Building a custom migration in Drupal 8, Part 6: Custom Source Plugins

In the last post, we went beyond simple node migrations and leveraged the power of the Drupal 8 migration system to break up and reorganize our content into Paragraphs. We created a separate migration for each source field we wanted to convert into a paragraph entity, and then an additional migration that created nodes using the paragraphs. We used psudofields and some creative use of plugins to migrate things just the way we wanted. It sounds like we've handled everything, but we can still go further.

Refining our content model

At the beginning of the series, we did a content audit to uncover how we really used our site, not just how we thought we used it. Sometimes this means that older content types go away, others are merged together, and some are broken apart. For my site, I discovered that most of the images on my site belonged to a the Picture node type. Instead of being singular in purpose, however, I discovered instead that I was using it in three very different ways:

  • As a standalone photo gallery -- mostly pictures from when I traveled a lot for business.
  • As a piece of artwork.
  • As an attachment for another node -- which was a good idea back in Drupal 4.7!
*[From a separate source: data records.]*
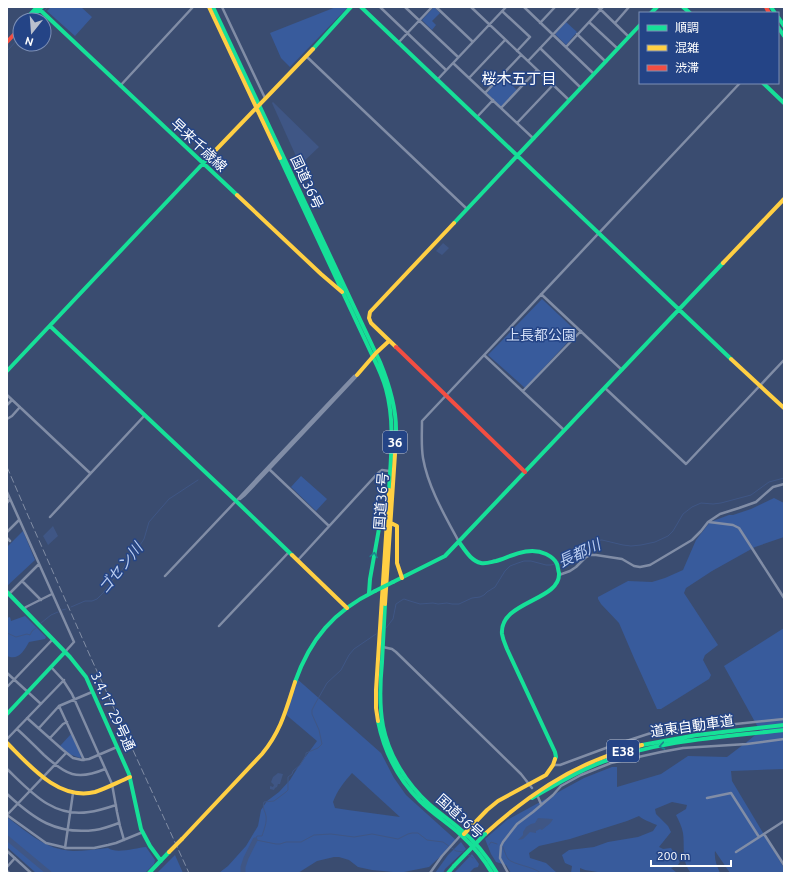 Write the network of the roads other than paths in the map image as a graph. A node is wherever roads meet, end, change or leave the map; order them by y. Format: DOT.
graph roads {
  1 [pos="193,7"];
  2 [pos="209,7"];
  3 [pos="213,7"];
  4 [pos="222,7"];
  5 [pos="351,7"];
  6 [pos="361,7"];
  7 [pos="380,7"];
  8 [pos="405,7"];
  9 [pos="432,7"];
  10 [pos="436,7"];
  11 [pos="471,7"];
  12 [pos="506,7"];
  13 [pos="524,7"];
  14 [pos="530,7"];
  15 [pos="555,7"];
  16 [pos="578,7"];
  17 [pos="629,7"];
  18 [pos="601,8"];
  19 [pos="40,9"];
  20 [pos="527,10"];
  21 [pos="502,11"];
  22 [pos="419,20"];
  23 [pos="589,22"];
  24 [pos="540,23"];
  25 [pos="614,23"];
  26 [pos="489,24"];
  27 [pos="639,26"];
  28 [pos="407,33"];
  29 [pos="577,34"];
  30 [pos="552,35"];
  31 [pos="629,37"];
  32 [pos="505,40"];
  33 [pos="473,42"];
  34 [pos="398,43"];
  35 [pos="566,47"];
  36 [pos="540,48"];
  37 [pos="618,49"];
  38 [pos="517,51"];
  39 [pos="521,55"];
  40 [pos="306,56"];
  41 [pos="458,57"];
  42 [pos="528,61"];
  43 [pos="606,62"];
  44 [pos="453,63"];
  45 [pos="446,70"];
  46 [pos="537,70"];
  47 [pos="594,74"];
  48 [pos="469,78"];
  49 [pos="437,80"];
  50 [pos="739,84"];
  51 [pos="764,84"];
  52 [pos="553,85"];
  53 [pos="120,86"];
  54 [pos="581,88"];
  55 [pos="485,93"];
  56 [pos="266,98"];
  57 [pos="493,100"];
  58 [pos="570,100"];
  59 [pos="784,103"];
  60 [pos="257,106"];
  61 [pos="501,108"];
  62 [pos="477,117"];
  63 [pos="517,123"];
  64 [pos="534,139"];
  65 [pos="518,155"];
  66 [pos="203,164"];
  67 [pos="784,199"];
  68 [pos="467,209"];
  69 [pos="599,232"];
  70 [pos="342,292"];
  71 [pos="541,294"];
  72 [pos="348,296"];
  73 [pos="680,310"];
  74 [pos="50,326"];
  75 [pos="581,331"];
  76 [pos="389,341"];
  77 [pos="376,353"];
  78 [pos="484,355"];
  79 [pos="373,358"];
  80 [pos="784,360"];
  81 [pos="622,370"];
  82 [pos="7,371"];
  83 [pos="357,375"];
  84 [pos="760,385"];
  85 [pos="605,388"];
  86 [pos="523,391"];
  87 [pos="7,395"];
  88 [pos="445,396"];
  89 [pos="12,400"];
  90 [pos="7,405"];
  91 [pos="20,407"];
  92 [pos="784,408"];
  93 [pos="144,415"];
  94 [pos="7,419"];
  95 [pos="564,430"];
  96 [pos="268,468"];
  97 [pos="392,471"];
  98 [pos="525,472"];
  99 [pos="90,474"];
  100 [pos="784,484"];
  101 [pos="7,492"];
  102 [pos="10,499"];
  103 [pos="236,502"];
  104 [pos="7,503"];
  105 [pos="50,517"];
  106 [pos="19,520"];
  107 [pos="388,522"];
  108 [pos="708,522"];
  109 [pos="329,526"];
  110 [pos="7,532"];
  111 [pos="459,542"];
  112 [pos="289,552"];
  113 [pos="298,560"];
  114 [pos="39,564"];
  115 [pos="559,575"];
  116 [pos="165,576"];
  117 [pos="402,578"];
  118 [pos="22,581"];
  119 [pos="8,593"];
  120 [pos="369,593"];
  121 [pos="52,594"];
  122 [pos="784,598"];
  123 [pos="41,600"];
  124 [pos="347,608"];
  125 [pos="24,609"];
  126 [pos="219,626"];
  127 [pos="53,639"];
  128 [pos="382,647"];
  129 [pos="65,652"];
  130 [pos="51,667"];
  131 [pos="7,673"];
  132 [pos="14,679"];
  133 [pos="64,680"];
  134 [pos="7,687"];
  135 [pos="93,691"];
  136 [pos="28,692"];
  137 [pos="74,699"];
  138 [pos="41,704"];
  139 [pos="59,706"];
  140 [pos="7,714"];
  141 [pos="28,718"];
  142 [pos="784,718"];
  143 [pos="67,722"];
  144 [pos="784,725"];
  145 [pos="39,728"];
  146 [pos="17,729"];
  147 [pos="784,730"];
  148 [pos="50,738"];
  149 [pos="7,739"];
  150 [pos="784,739"];
  151 [pos="7,743"];
  152 [pos="117,746"];
  153 [pos="66,753"];
  154 [pos="99,754"];
  155 [pos="84,760"];
  156 [pos="54,764"];
  157 [pos="553,765"];
  158 [pos="7,769"];
  159 [pos="105,769"];
  160 [pos="42,776"];
  161 [pos="130,777"];
  162 [pos="112,784"];
  163 [pos="531,786"];
  164 [pos="29,790"];
  165 [pos="73,793"];
  166 [pos="7,794"];
  167 [pos="538,797"];
  168 [pos="707,798"];
  169 [pos="17,803"];
  170 [pos="542,804"];
  171 [pos="116,805"];
  172 [pos="70,812"];
  173 [pos="7,815"];
  174 [pos="784,821"];
  175 [pos="119,823"];
  176 [pos="67,830"];
  177 [pos="143,832"];
  178 [pos="484,834"];
  179 [pos="764,834"];
  180 [pos="462,835"];
  181 [pos="759,837"];
  182 [pos="124,840"];
  183 [pos="64,848"];
  184 [pos="7,851"];
  185 [pos="736,852"];
  186 [pos="15,858"];
  187 [pos="161,861"];
  188 [pos="784,865"];
  189 [pos="7,867"];
  190 [pos="7,871"];
  191 [pos="9,873"];
  192 [pos="31,873"];
  193 [pos="149,873"];
  194 [pos="430,873"];
  195 [pos="448,873"];
  196 [pos="492,873"];
  197 [pos="497,873"];
  198 [pos="508,873"];
  1 -- 53 [label="street"];
  2 -- 60 [label="main road, 国道36号 / 36"];
  3 -- 60 [label="main road, 国道36号 / 36"];
  4 -- 56 [label="street"];
  5 -- 40 [label="main road"];
  6 -- 34 [label="main road"];
  7 -- 28 [label="street"];
  8 -- 22 [label="street"];
  9 -- 22 [label="street"];
  10 -- 33 [label="street"];
  11 -- 26 [label="street"];
  12 -- 21 [label="street"];
  13 -- 20 [label="street"];
  14 -- 20 [label="street"];
  15 -- 24 [label="street"];
  16 -- 30 [label="street"];
  17 -- 25 [label="street"];
  18 -- 23 [label="street"];
  18 -- 25 [label="street"];
  19 -- 53 [label="main road, 早来千歳線"];
  20 -- 24 [label="street"];
  21 -- 26 [label="street"];
  21 -- 38 [label="street"];
  22 -- 28 [label="street"];
  22 -- 41 [label="street"];
  23 -- 29 [label="street"];
  23 -- 37 [label="street"];
  24 -- 30 [label="street"];
  25 -- 31 [label="street"];
  26 -- 32 [label="street"];
  26 -- 33 [label="street"];
  27 -- 31 [label="main road"];
  28 -- 34 [label="street"];
  28 -- 45 [label="street"];
  29 -- 35 [label="street"];
  29 -- 43 [label="street"];
  30 -- 35 [label="street"];
  30 -- 36 [label="street"];
  31 -- 37 [label="main road"];
  32 -- 38 [label="street"];
  32 -- 48 [label="street"];
  33 -- 41 [label="street"];
  34 -- 49 [label="main road"];
  35 -- 47 [label="street"];
  36 -- 42 [label="street"];
  36 -- 54 [label="street"];
  37 -- 43 [label="main road"];
  38 -- 39 [label="street"];
  39 -- 42 [label="street"];
  39 -- 55 [label="street"];
  40 -- 56 [label="main road"];
  40 -- 68 [label="street"];
  41 -- 44 [label="street"];
  42 -- 46 [label="street"];
  43 -- 47 [label="main road"];
  44 -- 45 [label="street"];
  44 -- 48 [label="street"];
  45 -- 49 [label="street"];
  46 -- 52 [label="street"];
  46 -- 61 [label="street"];
  47 -- 54 [label="main road"];
  48 -- 55 [label="street"];
  49 -- 62 [label="main road"];
  50 -- 69 [label="street"];
  51 -- 59 [label="main road"];
  52 -- 58 [label="street"];
  52 -- 63 [label="street"];
  53 -- 66 [label="main road, 早来千歳線"];
  54 -- 58 [label="main road"];
  55 -- 57 [label="street"];
  56 -- 60 [label="main road"];
  57 -- 61 [label="street"];
  57 -- 62 [label="street"];
  58 -- 64 [label="main road"];
  60 -- 66 [label="main road"];
  60 -- 70 [label="main road, 国道36号 / 36"];
  60 -- 72 [label="main road, 国道36号 / 36"];
  61 -- 63 [label="street"];
  62 -- 65 [label="main road"];
  63 -- 64 [label="street"];
  64 -- 65 [label="main road"];
  65 -- 68 [label="main road"];
  65 -- 69 [label="main road"];
  66 -- 70 [label="main road, 早来千歳線"];
  66 -- 74 [label="main road"];
  67 -- 73 [label="main road"];
  68 -- 76 [label="main road"];
  69 -- 71 [label="street"];
  69 -- 73 [label="main road"];
  70 -- 72 [label="main road, 早来千歳線"];
  70 -- 79 [label="main road, 国道36号 / 36"];
  71 -- 75 [label="street"];
  71 -- 78 [label="street"];
  72 -- 77 [label="main road, 国道36号 / 36"];
  73 -- 81 [label="main road"];
  73 -- 84 [label="main road"];
  74 -- 82 [label="main road"];
  74 -- 93 [label="main road"];
  75 -- 81 [label="street"];
  75 -- 86 [label="street"];
  76 -- 77 [label="main road"];
  76 -- 88 [label="main road"];
  77 -- 79 [label="main road"];
  77 -- 97 [label="main road, 国道36号 / 36"];
  78 -- 86 [label="street"];
  78 -- 88 [label="street"];
  79 -- 83 [label="main road"];
  79 -- 97 [label="main road, 国道36号 / 36"];
  80 -- 84 [label="street"];
  81 -- 85 [label="main road"];
  83 -- 96 [label="street"];
  84 -- 85 [label="street"];
  84 -- 92 [label="main road"];
  85 -- 95 [label="main road"];
  86 -- 95 [label="street"];
  87 -- 89 [label="street"];
  88 -- 98 [label="main road"];
  88 -- 111 [label="street"];
  89 -- 90 [label="street"];
  89 -- 91 [label="street"];
  91 -- 94 [label="street"];
  91 -- 99 [label="street"];
  93 -- 99 [label="street"];
  93 -- 103 [label="main road"];
  95 -- 98 [label="main road"];
  96 -- 103 [label="street"];
  96 -- 109 [label="street"];
  97 -- 107 [label="main road, 国道36号 / 36"];
  97 -- 109 [label="street"];
  98 -- 111 [label="main road"];
  99 -- 105 [label="street"];
  100 -- 108 [label="street"];
  101 -- 102 [label="street"];
  102 -- 104 [label="street"];
  102 -- 106 [label="street"];
  103 -- 112 [label="main road"];
  103 -- 116 [label="street"];
  106 -- 110 [label="street"];
  106 -- 114 [label="street"];
  107 -- 117 [label="main road, 36"];
  120 -- 107 [label="main road, 36, one-way"];
  107 -- 128 [label="main road, 国道36号 / 36"];
  107 -- 180 [label="main road, 国道36号 / 36"];
  108 -- 115 [label="street"];
  108 -- 122 [label="street"];
  109 -- 113 [label="street"];
  111 -- 115 [label="main road"];
  111 -- 117 [label="main road"];
  112 -- 113 [label="main road"];
  112 -- 126 [label="street"];
  113 -- 124 [label="main road"];
  114 -- 118 [label="street"];
  114 -- 121 [label="street"];
  115 -- 157 [label="main road"];
  117 -- 120 [label="main road, bridge"];
  118 -- 119 [label="street"];
  118 -- 123 [label="street"];
  119 -- 125 [label="main road, 3.4.17 29号通"];
  120 -- 124 [label="main road"];
  121 -- 123 [label="street"];
  121 -- 129 [label="street"];
  123 -- 125 [label="street"];
  124 -- 187 [label="main road, bridge"];
  125 -- 127 [label="main road, 3.4.17 29号通"];
  127 -- 129 [label="main road, 3.4.17 29号通"];
  127 -- 132 [label="street"];
  128 -- 163 [label="street"];
  128 -- 180 [label="main road, 国道36号 / 36"];
  129 -- 130 [label="main road"];
  129 -- 135 [label="main road, 3.4.17 29号通"];
  130 -- 133 [label="street"];
  130 -- 136 [label="main road"];
  131 -- 132 [label="street"];
  132 -- 134 [label="street"];
  132 -- 136 [label="street"];
  133 -- 137 [label="street"];
  133 -- 138 [label="street"];
  135 -- 137 [label="street"];
  135 -- 152 [label="main road, 3.4.17 29号通"];
  136 -- 138 [label="street"];
  136 -- 140 [label="main road"];
  137 -- 139 [label="street"];
  137 -- 154 [label="street"];
  138 -- 141 [label="street"];
  139 -- 143 [label="street"];
  139 -- 145 [label="street"];
  141 -- 145 [label="street"];
  141 -- 146 [label="street"];
  142 -- 157 [label="street"];
  143 -- 148 [label="street"];
  143 -- 155 [label="street"];
  144 -- 178 [label="main road, 道東自動車道 / E38"];
  145 -- 148 [label="street"];
  146 -- 149 [label="street"];
  146 -- 156 [label="street"];
  147 -- 178 [label="main road, 道東自動車道 / E38, one-way"];
  148 -- 153 [label="street"];
  150 -- 170 [label="street"];
  151 -- 160 [label="main road"];
  152 -- 154 [label="street"];
  152 -- 161 [label="main road, 3.4.17 29号通"];
  153 -- 155 [label="street"];
  153 -- 156 [label="street"];
  154 -- 155 [label="street"];
  154 -- 159 [label="street"];
  156 -- 159 [label="street"];
  156 -- 160 [label="street"];
  157 -- 163 [label="main road"];
  158 -- 164 [label="street"];
  159 -- 162 [label="street"];
  160 -- 164 [label="street"];
  160 -- 165 [label="main road"];
  161 -- 162 [label="main road"];
  161 -- 177 [label="main road, 3.4.17 29号通"];
  162 -- 165 [label="main road"];
  162 -- 171 [label="street"];
  163 -- 180 [label="main road"];
  164 -- 169 [label="street"];
  164 -- 172 [label="street"];
  165 -- 172 [label="street"];
  166 -- 169 [label="street"];
  167 -- 170 [label="street"];
  168 -- 181 [label="street"];
  169 -- 173 [label="street"];
  169 -- 176 [label="street"];
  170 -- 198 [label="street"];
  171 -- 172 [label="street"];
  171 -- 175 [label="street"];
  172 -- 176 [label="street"];
  173 -- 183 [label="street"];
  174 -- 179 [label="street"];
  175 -- 176 [label="street"];
  175 -- 182 [label="street"];
  176 -- 183 [label="street"];
  177 -- 182 [label="street"];
  177 -- 187 [label="main road, 3.4.17 29号通"];
  178 -- 195 [label="main road, 道東自動車道 / E38, bridge"];
  179 -- 181 [label="street"];
  179 -- 188 [label="street"];
  180 -- 194 [label="street"];
  180 -- 196 [label="main road, 国道36号 / 36"];
  180 -- 197 [label="main road, 国道36号 / 36"];
  181 -- 185 [label="street"];
  182 -- 183 [label="street"];
  184 -- 186 [label="street"];
  186 -- 189 [label="street"];
  186 -- 192 [label="street"];
  187 -- 193 [label="main road"];
  190 -- 191 [label="street"];
}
Earlier in this series, we created a migration for Picture nodes that imported everything into new Gallery nodes. This worked, but it didn't solve the underlying problem. The Gallery node type is best suited to the first case as a standalone collection of photos. Almost half of the Picture nodes on my Drupal 7 site were of artwork. Furthermore, they were difficult to find on the site as there was no way to differentiate them from regular photos or attachments. What my content audit suggested instead was to create a new content type specifically for artwork -- Creations. Instead of a single image field, the Creation node type would rely on multi-media Paragraphs. 

This left me with the following migration targets:

  • Picture nodes that were photo galleries would be migrated as Gallery nodes.
  • Picture nodes that were artwork would be migrated as Creation nodes.
  • Picture nodes that were used as attachments would be made into image paragraphs in their parent content type.
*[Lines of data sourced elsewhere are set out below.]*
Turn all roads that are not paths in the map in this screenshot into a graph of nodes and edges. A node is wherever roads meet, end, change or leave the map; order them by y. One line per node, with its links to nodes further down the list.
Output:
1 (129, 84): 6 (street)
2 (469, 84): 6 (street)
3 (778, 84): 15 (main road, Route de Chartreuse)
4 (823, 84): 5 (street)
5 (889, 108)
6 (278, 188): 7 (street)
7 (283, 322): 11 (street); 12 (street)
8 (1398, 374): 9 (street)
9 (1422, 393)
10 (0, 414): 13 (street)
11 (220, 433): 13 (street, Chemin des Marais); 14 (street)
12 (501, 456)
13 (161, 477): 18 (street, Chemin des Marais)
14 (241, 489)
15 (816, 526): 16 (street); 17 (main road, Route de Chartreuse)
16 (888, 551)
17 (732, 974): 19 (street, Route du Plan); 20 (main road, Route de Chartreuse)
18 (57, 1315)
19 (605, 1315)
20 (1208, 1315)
Given the nature of how pictures were attached to content on my site, I decided to only focus on the above two cases, leaving the last for a manual, post-migration process. We already have a migration for the first case too, although we'll need to modify it as we break up the old Picture node type. 

Dividing a source node type

It's a simple matter to create the separate destination types in Drupal 8. You only need to point and click. Separating those two types in a migration, however, was a more complex matter. During our audit it was easy for us to see and feel what each Picture node should be on the new site. The Migration system, however, needs something more concrete. There's a lot of different ways to do this. You could create a static list of all the nodes to migrate to each type, but that creates a maintenance problem if new content is still being added to your old site. A better approach would be to augment your existing Drupal 7 content so each node can self-identify as their target Drupal 8 content type. 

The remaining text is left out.